BEGIN Records supplied
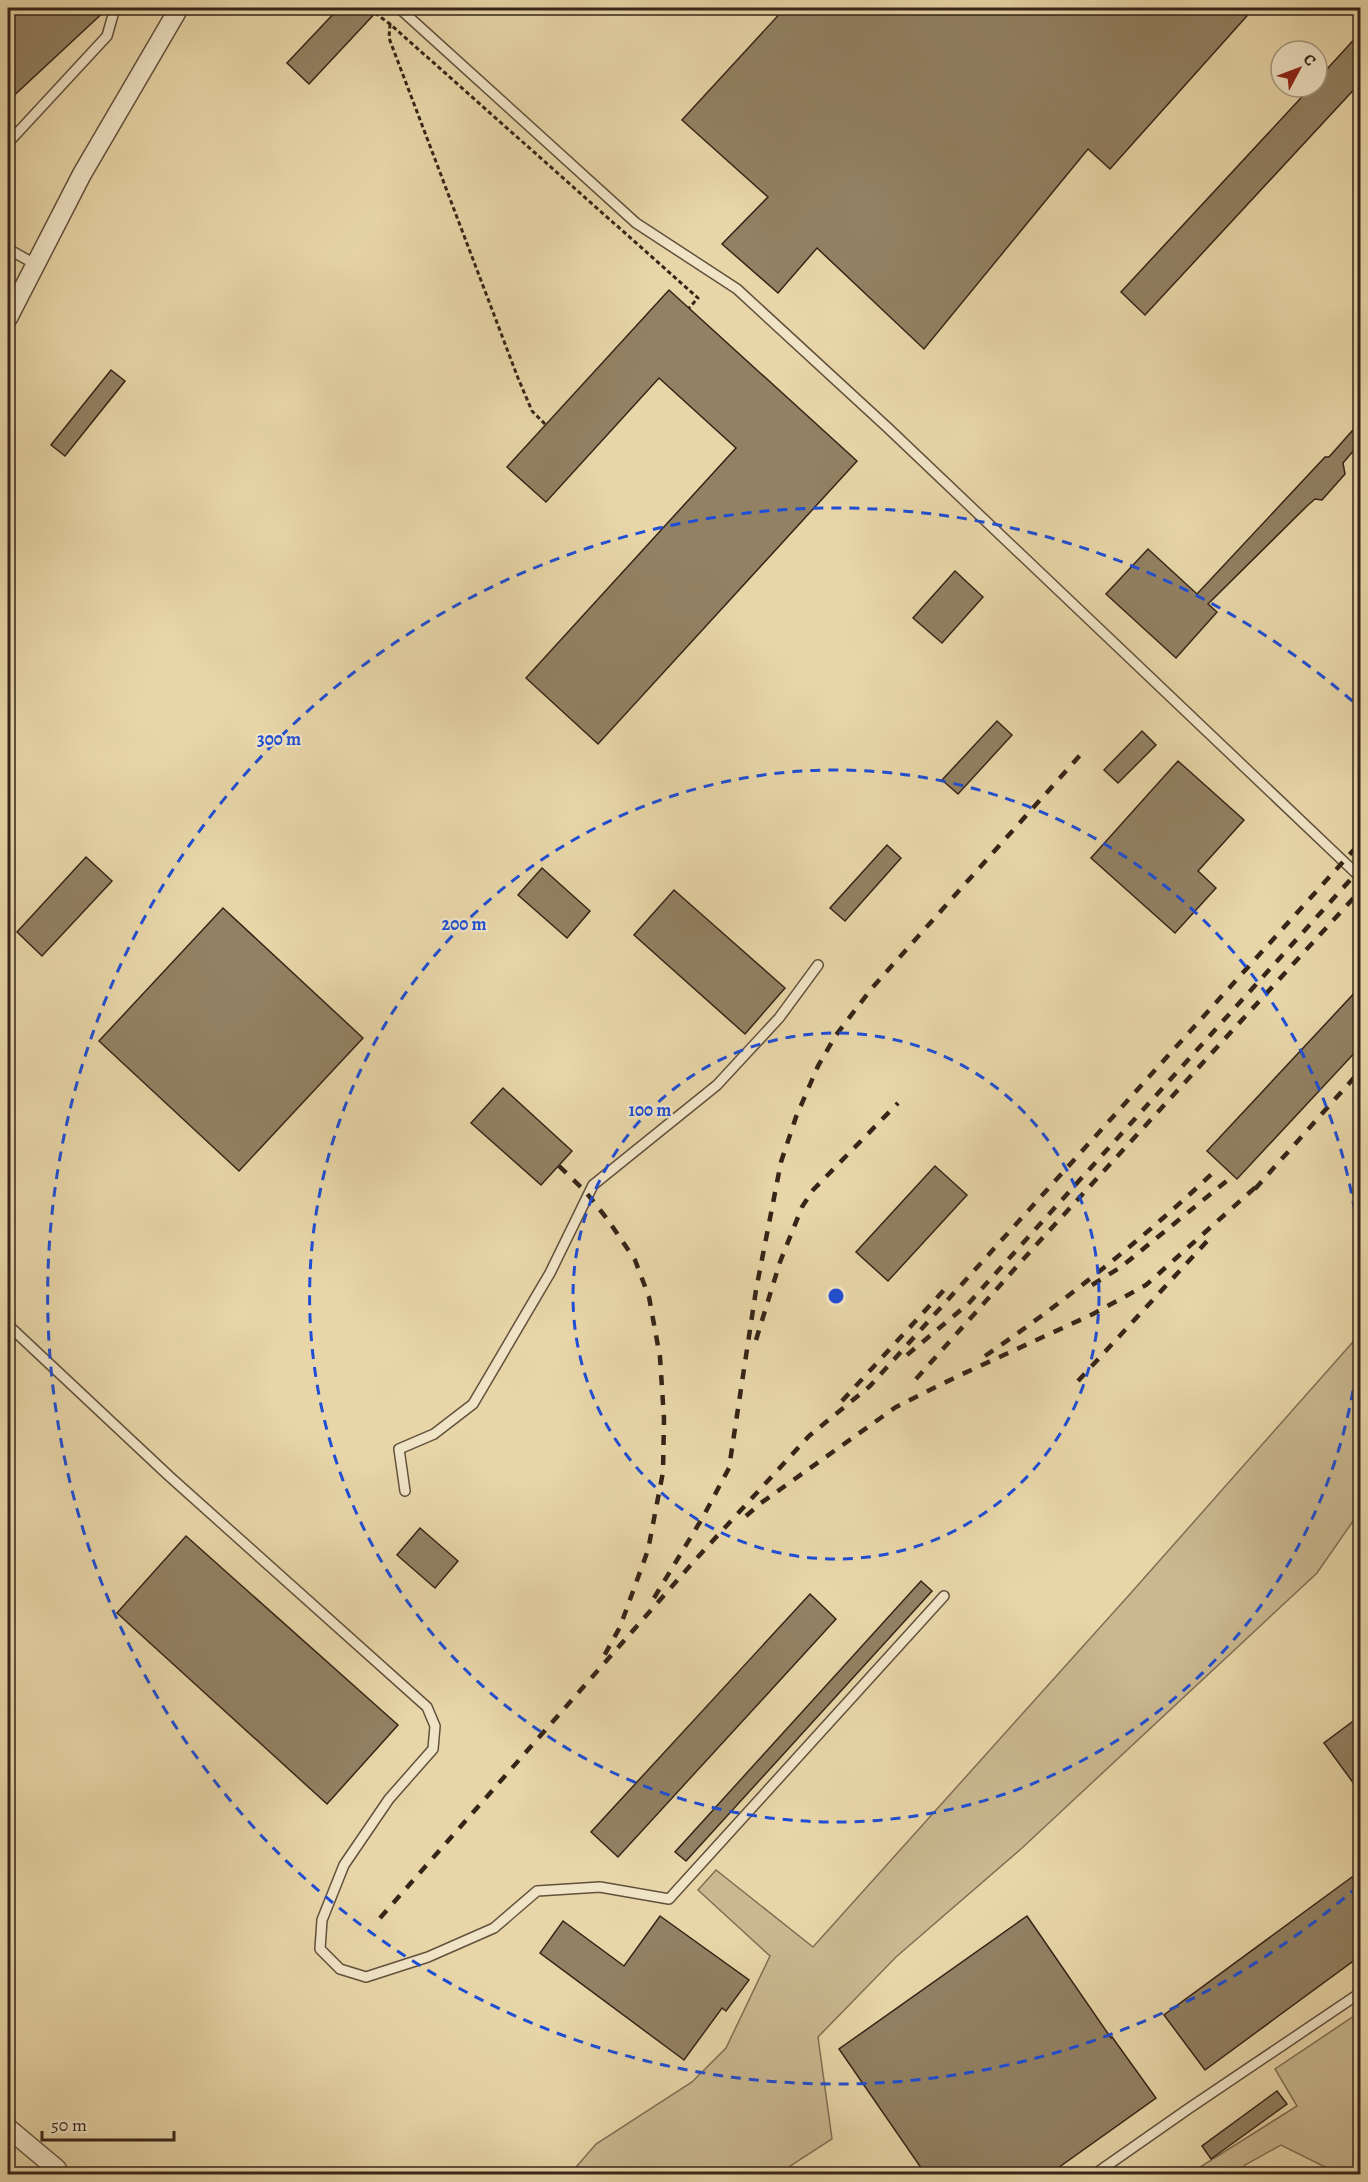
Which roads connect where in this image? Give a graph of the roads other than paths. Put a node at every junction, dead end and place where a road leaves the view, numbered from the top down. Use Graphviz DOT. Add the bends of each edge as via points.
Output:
graph roads {
  1 [pos="115,8"];
  2 [pos="179,8"];
  3 [pos="399,8"];
  4 [pos="8,143"];
  5 [pos="8,249"];
  6 [pos="35,264"];
  7 [pos="8,318"];
  8 [pos="1360,877"];
  9 [pos="818,965"];
  10 [pos="8,1325"];
  11 [pos="405,1491"];
  12 [pos="944,1596"];
  13 [pos="1360,1993"];
  14 [pos="8,2128"];
  15 [pos="57,2169"];
  16 [pos="1095,2175"];
  1 -- 4 [label="lane" via="107,36"];
  2 -- 6 [label="street" via="82,174"];
  3 -- 8 [label="lane" via="636,223 737,289"];
  5 -- 6 [label="lane"];
  6 -- 7 [label="street"];
  9 -- 11 [label="lane" via="779,1018 717,1085 593,1185 550,1273 472,1404 434,1434 399,1449"];
  10 -- 12 [label="lane" via="169,1476 427,1707 435,1726 433,1749 389,1799 344,1865 322,1920 320,1949 340,1969 366,1977 428,1957 494,1928 537,1891 600,1887 669,1899"];
  13 -- 16 [label="lane"];
  14 -- 15 [label="street"];
}
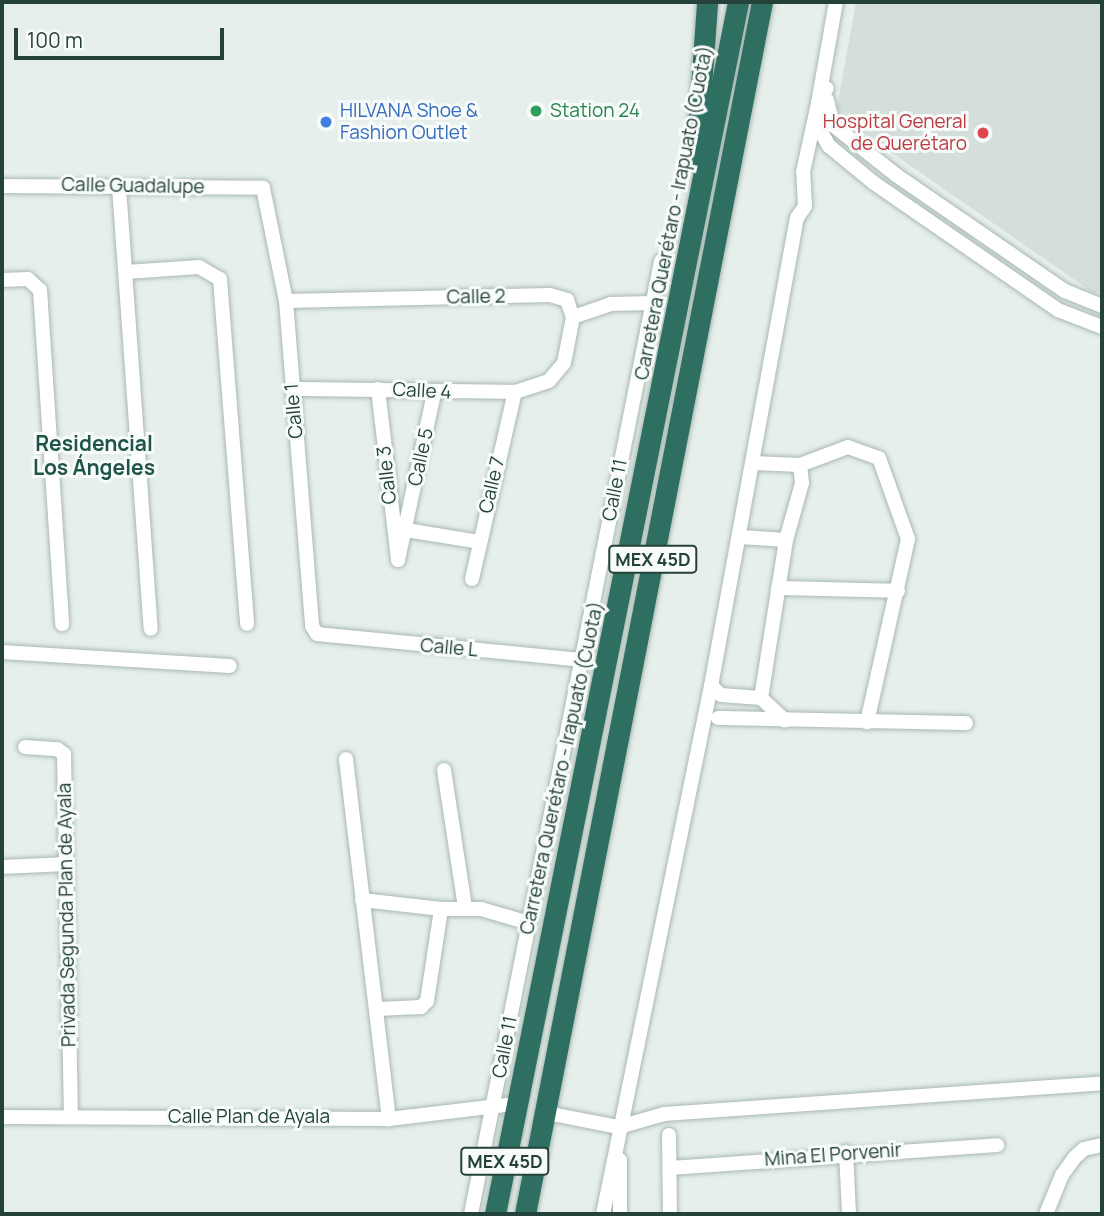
END Records supplied
— Task details —
Copy out all the data exactly; skip the pictures.

— Answer box —
Which roads connect where in this image? Give a graph of the roads other than paths. Put a node at every junction, dead end and place where a road leaves the view, numbered from the top down. Use Graphviz DOT. Add the bends of each edge as via points.
Output:
graph roads {
  1 [pos="115,8"];
  2 [pos="179,8"];
  3 [pos="399,8"];
  4 [pos="8,143"];
  5 [pos="8,249"];
  6 [pos="35,264"];
  7 [pos="8,318"];
  8 [pos="1360,877"];
  9 [pos="818,965"];
  10 [pos="8,1325"];
  11 [pos="405,1491"];
  12 [pos="944,1596"];
  13 [pos="1360,1993"];
  14 [pos="8,2128"];
  15 [pos="57,2169"];
  16 [pos="1095,2175"];
  1 -- 4 [label="lane" via="107,36"];
  2 -- 6 [label="street" via="82,174"];
  3 -- 8 [label="lane" via="636,223 737,289"];
  5 -- 6 [label="lane"];
  6 -- 7 [label="street"];
  9 -- 11 [label="lane" via="779,1018 717,1085 593,1185 550,1273 472,1404 434,1434 399,1449"];
  10 -- 12 [label="lane" via="169,1476 427,1707 435,1726 433,1749 389,1799 344,1865 322,1920 320,1949 340,1969 366,1977 428,1957 494,1928 537,1891 600,1887 669,1899"];
  13 -- 16 [label="lane"];
  14 -- 15 [label="street"];
}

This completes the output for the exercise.